‘Stadtluft macht frei’, as the German mediaeval adage had it: ‘Town air makes free’. For all the difficulties associated with urbanisation, particularly since the industrial revolution, that adage holds good. It was difficult for medieval monarchs, just as it is difficult for modern dictators, to suppress the culture of cities. Their wealth-producing nature, and their inherent concentration of citizens give them economic and political influence which has proved even greater than that previous measure of power – land ownership. Yet the study of cities, and the relationship between the various conditions and forces which influence their development, has rarely been at the top of the architectural agenda in recent decades. This may have been the result of embarrassment at the legacy of the Corbusian Modernists, who viewed helplessly the dilution of profound and powerful ideas by weak or cynical clients, and technological developments unseen by the pioneer Modernists, for example the environmental impact of the car.

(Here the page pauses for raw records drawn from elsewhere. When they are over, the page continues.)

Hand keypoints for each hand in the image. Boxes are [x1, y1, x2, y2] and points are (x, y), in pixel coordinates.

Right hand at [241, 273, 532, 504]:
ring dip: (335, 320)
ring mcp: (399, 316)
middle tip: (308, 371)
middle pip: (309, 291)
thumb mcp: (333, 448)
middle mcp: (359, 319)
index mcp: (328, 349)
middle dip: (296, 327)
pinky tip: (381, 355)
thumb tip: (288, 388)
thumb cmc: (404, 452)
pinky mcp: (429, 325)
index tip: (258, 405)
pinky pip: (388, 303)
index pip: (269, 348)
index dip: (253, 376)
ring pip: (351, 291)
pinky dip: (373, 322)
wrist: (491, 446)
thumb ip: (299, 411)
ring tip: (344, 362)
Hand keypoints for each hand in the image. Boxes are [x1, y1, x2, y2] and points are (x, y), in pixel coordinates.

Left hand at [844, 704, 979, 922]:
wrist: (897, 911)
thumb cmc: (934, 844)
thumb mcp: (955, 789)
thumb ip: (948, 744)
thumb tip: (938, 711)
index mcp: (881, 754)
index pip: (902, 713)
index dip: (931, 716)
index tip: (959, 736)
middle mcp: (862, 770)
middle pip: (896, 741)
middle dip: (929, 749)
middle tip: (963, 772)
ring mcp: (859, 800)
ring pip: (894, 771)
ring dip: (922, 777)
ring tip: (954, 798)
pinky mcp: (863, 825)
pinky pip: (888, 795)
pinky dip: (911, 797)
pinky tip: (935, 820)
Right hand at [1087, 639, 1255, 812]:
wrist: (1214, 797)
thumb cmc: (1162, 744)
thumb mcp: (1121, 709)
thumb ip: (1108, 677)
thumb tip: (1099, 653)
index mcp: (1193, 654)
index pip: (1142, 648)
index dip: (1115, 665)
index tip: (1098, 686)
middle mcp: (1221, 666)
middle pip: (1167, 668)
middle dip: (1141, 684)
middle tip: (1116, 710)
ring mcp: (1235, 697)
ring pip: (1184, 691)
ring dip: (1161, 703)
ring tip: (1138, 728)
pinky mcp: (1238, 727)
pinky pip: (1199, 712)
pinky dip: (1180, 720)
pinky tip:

And there must have been some embarrassment at the way in which city planners of yesteryear seem to have provided suitably robust streetscapes and public spaces, very useable today, a silent reproach to much more recent city planning, obsessed with zonal separation. It certainly wasn’t highway engineers who made zoning the most important element of city architecture.
It may also be that the attractions of designing object buildings have outweighed the complicated and long-term business of creating new areas for urban life; architecture, as Cedric Price frequently remarked, is a slow business, but not quite as slow as making city quarters or even cities themselves. And for every Brasilia, it seems, there is the accompanying peripheral urban wasteland, a condition by no means confined to developing countries. The outskirts of Paris provide another unhappy example. (Both cities show, incidentally, that iconic buildings can co-exist with both good and bad examples of urban grain and city architecture. It is foolish to assume that icons, in general, either promote or deny irbnanism, even if an opposition might become evident in relation to a particular site. It is time to put this argument to rest.)
The fact that the 2007 Venice Biennale is devoted to the subject of cities is thoroughly welcome. What is encouraging about Richard Burdett’s curatorial approach is the refusal to treat growth simply as a problem or threat, but rather as offering rational choices as to how those cities determine their futures. That also applies to cities which are shrinking, sometimes for the good, as a result of ‘diet urbanism’. In either case, city planning is the opportunity to create more desirable conditions, not the occasion for passing the smelling salts. We do not have to be overwhelmed by the prospect of demographics changed beyond recognition, or a world table of cities in 2050 very different to what we have today. ‘Mega-cities’ will become, if not a commonplace then certainly more common, across the globe and across this century. Those responsible for them (and that means mayors, planners, engineers and architects taking decisions today), have at least one advantage over their forebears: enough knowledge to avoid the worst of the mistakes made by the first wave of industrialising cities, and to note the crucial importance of decisions over infrastructure, waste management and what is sometimes called the ‘ecological footprint’ of a city in determining its future shape and size. They will also have to take account of a new element in the urban condition: the atomising effect of digital technology on the lives of individual citizens and cultural sub-groups. The complexity of this emerging condition will equal the complexity of cities themselves.